**Dataset items**
◆ ◆ ◆

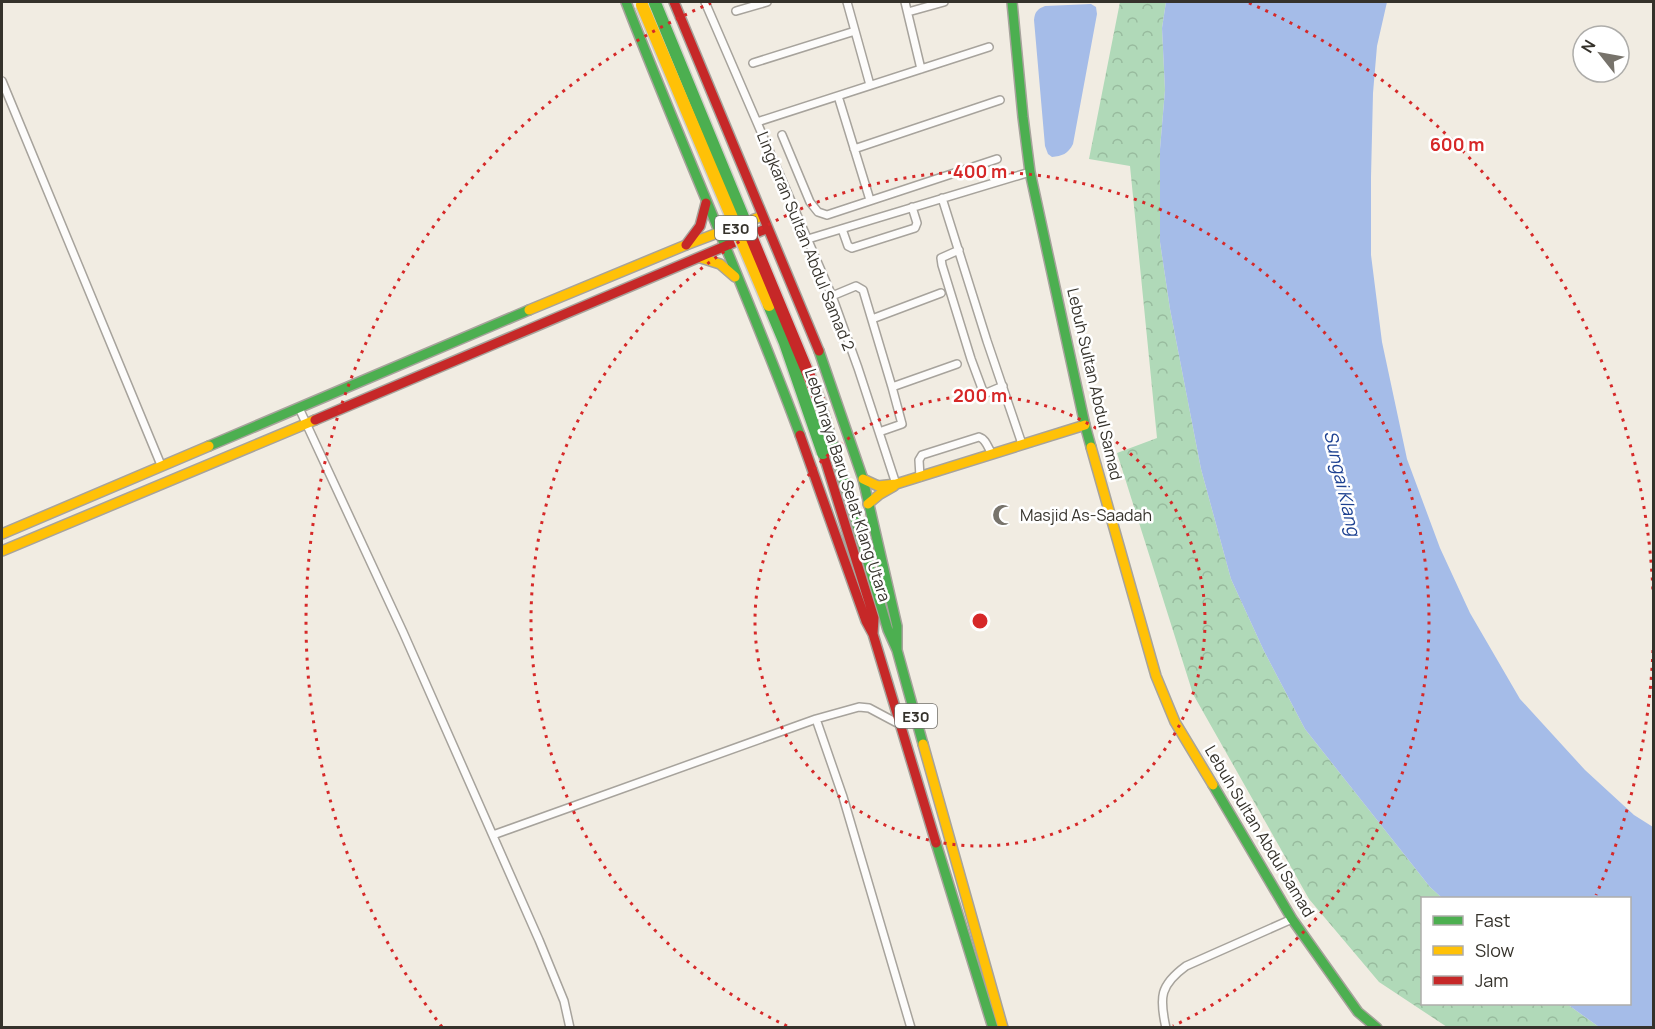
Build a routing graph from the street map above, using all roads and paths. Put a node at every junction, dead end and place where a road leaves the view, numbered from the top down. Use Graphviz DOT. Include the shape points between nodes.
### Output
graph roads {
  1 [pos="626,2"];
  2 [pos="674,2"];
  3 [pos="705,2"];
  4 [pos="767,2"];
  5 [pos="847,2"];
  6 [pos="905,2"];
  7 [pos="944,2"];
  8 [pos="1012,2"];
  9 [pos="648,3"];
  10 [pos="736,11"];
  11 [pos="908,12"];
  12 [pos="855,31"];
  13 [pos="989,47"];
  14 [pos="753,63"];
  15 [pos="921,69"];
  16 [pos="2,81"];
  17 [pos="870,86"];
  18 [pos="838,96"];
  19 [pos="1000,100"];
  20 [pos="757,122"];
  21 [pos="782,135"];
  22 [pos="854,149"];
  23 [pos="997,159"];
  24 [pos="1030,172"];
  25 [pos="942,198"];
  26 [pos="870,200"];
  27 [pos="706,202"];
  28 [pos="912,207"];
  29 [pos="762,216"];
  30 [pos="768,228"];
  31 [pos="842,229"];
  32 [pos="719,232"];
  33 [pos="808,239"];
  34 [pos="686,245"];
  35 [pos="726,247"];
  36 [pos="959,250"];
  37 [pos="701,258"];
  38 [pos="740,282"];
  39 [pos="941,293"];
  40 [pos="832,296"];
  41 [pos="872,319"];
  42 [pos="439,348"];
  43 [pos="446,364"];
  44 [pos="957,364"];
  45 [pos="1003,386"];
  46 [pos="892,387"];
  47 [pos="298,408"];
  48 [pos="306,424"];
  49 [pos="1085,425"];
  50 [pos="879,432"];
  51 [pos="1023,444"];
  52 [pos="992,454"];
  53 [pos="161,465"];
  54 [pos="920,477"];
  55 [pos="863,479"];
  56 [pos="896,484"];
  57 [pos="868,504"];
  58 [pos="2,534"];
  59 [pos="2,551"];
  60 [pos="873,634"];
  61 [pos="897,650"];
  62 [pos="816,719"];
  63 [pos="899,724"];
  64 [pos="493,835"];
  65 [pos="1292,920"];
  66 [pos="570,1028"];
  67 [pos="910,1028"];
  68 [pos="993,1028"];
  69 [pos="1003,1028"];
  70 [pos="1166,1028"];
  71 [pos="1377,1028"];
  1 -- 27 [label="main road"];
  2 -- 29 [label="main road"];
  3 -- 20 [label="street, Lingkaran Sultan Abdul Samad 2"];
  4 -- 10 [label="street"];
  5 -- 12 [label="street"];
  6 -- 11 [label="street"];
  7 -- 11 [label="street"];
  8 -- 24 [label="main road, Lebuh Sultan Abdul Samad"];
  9 -- 60 [label="main road, Lebuhraya Baru Selat Klang Utara / E30, bridge" via="785,343 873,618"];
  9 -- 61 [label="main road, Lebuhraya Baru Selat Klang Utara / E30, bridge" via="822,407"];
  11 -- 15 [label="street"];
  12 -- 14 [label="street"];
  12 -- 17 [label="street"];
  13 -- 15 [label="street"];
  15 -- 17 [label="street"];
  16 -- 53 [label="street"];
  17 -- 18 [label="street"];
  18 -- 20 [label="street"];
  18 -- 22 [label="street"];
  19 -- 22 [label="street"];
  20 -- 33 [label="street, Lingkaran Sultan Abdul Samad 2"];
  21 -- 26 [label="street" via="810,202 818,212 826,215"];
  22 -- 26 [label="street"];
  23 -- 26 [label="street"];
  24 -- 25 [label="street"];
  24 -- 49 [label="main road, Lebuh Sultan Abdul Samad"];
  25 -- 28 [label="street"];
  25 -- 36 [label="street"];
  27 -- 32 [label="main road"];
  27 -- 34 [label="main road" via="701,227"];
  28 -- 31 [label="street"];
  28 -- 31 [label="street" via="915,228 852,248"];
  29 -- 30 [label="main road"];
  29 -- 32 [label="main road"];
  30 -- 35 [label="main road"];
  30 -- 55 [label="main road" via="823,361"];
  31 -- 33 [label="street"];
  32 -- 34 [label="main road"];
  32 -- 35 [label="main road"];
  33 -- 40 [label="street, Lingkaran Sultan Abdul Samad 2"];
  34 -- 42 [label="main road"];
  35 -- 37 [label="main road"];
  35 -- 38 [label="main road"];
  36 -- 45 [label="street"];
  36 -- 45 [label="street" via="941,258 971,360 984,394"];
  37 -- 38 [label="main road" via="722,264"];
  37 -- 43 [label="main road"];
  38 -- 60 [label="main road"];
  39 -- 41 [label="street"];
  40 -- 41 [label="street" via="856,286 863,290"];
  40 -- 50 [label="street, Lingkaran Sultan Abdul Samad 2"];
  41 -- 46 [label="street"];
  42 -- 43 [label="main road"];
  42 -- 47 [label="main road"];
  43 -- 48 [label="main road"];
  44 -- 46 [label="street"];
  45 -- 51 [label="street"];
  46 -- 50 [label="street" via="902,424"];
  47 -- 48 [label="street"];
  47 -- 53 [label="main road"];
  48 -- 59 [label="main road"];
  48 -- 64 [label="street"];
  49 -- 51 [label="main road"];
  49 -- 65 [label="main road, Lebuh Sultan Abdul Samad" via="1156,676 1175,722"];
  50 -- 56 [label="street, Lingkaran Sultan Abdul Samad 2"];
  51 -- 52 [label="main road"];
  52 -- 54 [label="main road"];
  52 -- 54 [label="street" via="979,437 922,455"];
  53 -- 58 [label="main road"];
  54 -- 56 [label="main road"];
  55 -- 56 [label="main road" via="878,486"];
  55 -- 57 [label="main road"];
  56 -- 57 [label="main road"];
  57 -- 61 [label="main road" via="897,626"];
  60 -- 63 [label="main road, Lebuhraya Baru Selat Klang Utara / E30"];
  61 -- 69 [label="main road, Lebuhraya Baru Selat Klang Utara / E30"];
  62 -- 63 [label="street" via="859,707"];
  62 -- 64 [label="street"];
  62 -- 67 [label="street" via="843,797"];
  63 -- 68 [label="main road, Lebuhraya Baru Selat Klang Utara / E30"];
  64 -- 66 [label="street" via="564,1001"];
  65 -- 70 [label="street" via="1186,966 1172,976 1163,991 1161,1007"];
  65 -- 71 [label="main road, Lebuh Sultan Abdul Samad" via="1358,1012"];
}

◆ ◆ ◆

**TASK REQUIREMENTS**
All lines of the records above with the word "graph" in them are to be copied.

**EXERCISE SOLUTION**
Build a routing graph from the street map above, using all roads and paths. Put a node at every junction, dead end and place where a road leaves the view, numbered from the top down. Use Graphviz DOT. Include the shape points between nodes.
graph roads {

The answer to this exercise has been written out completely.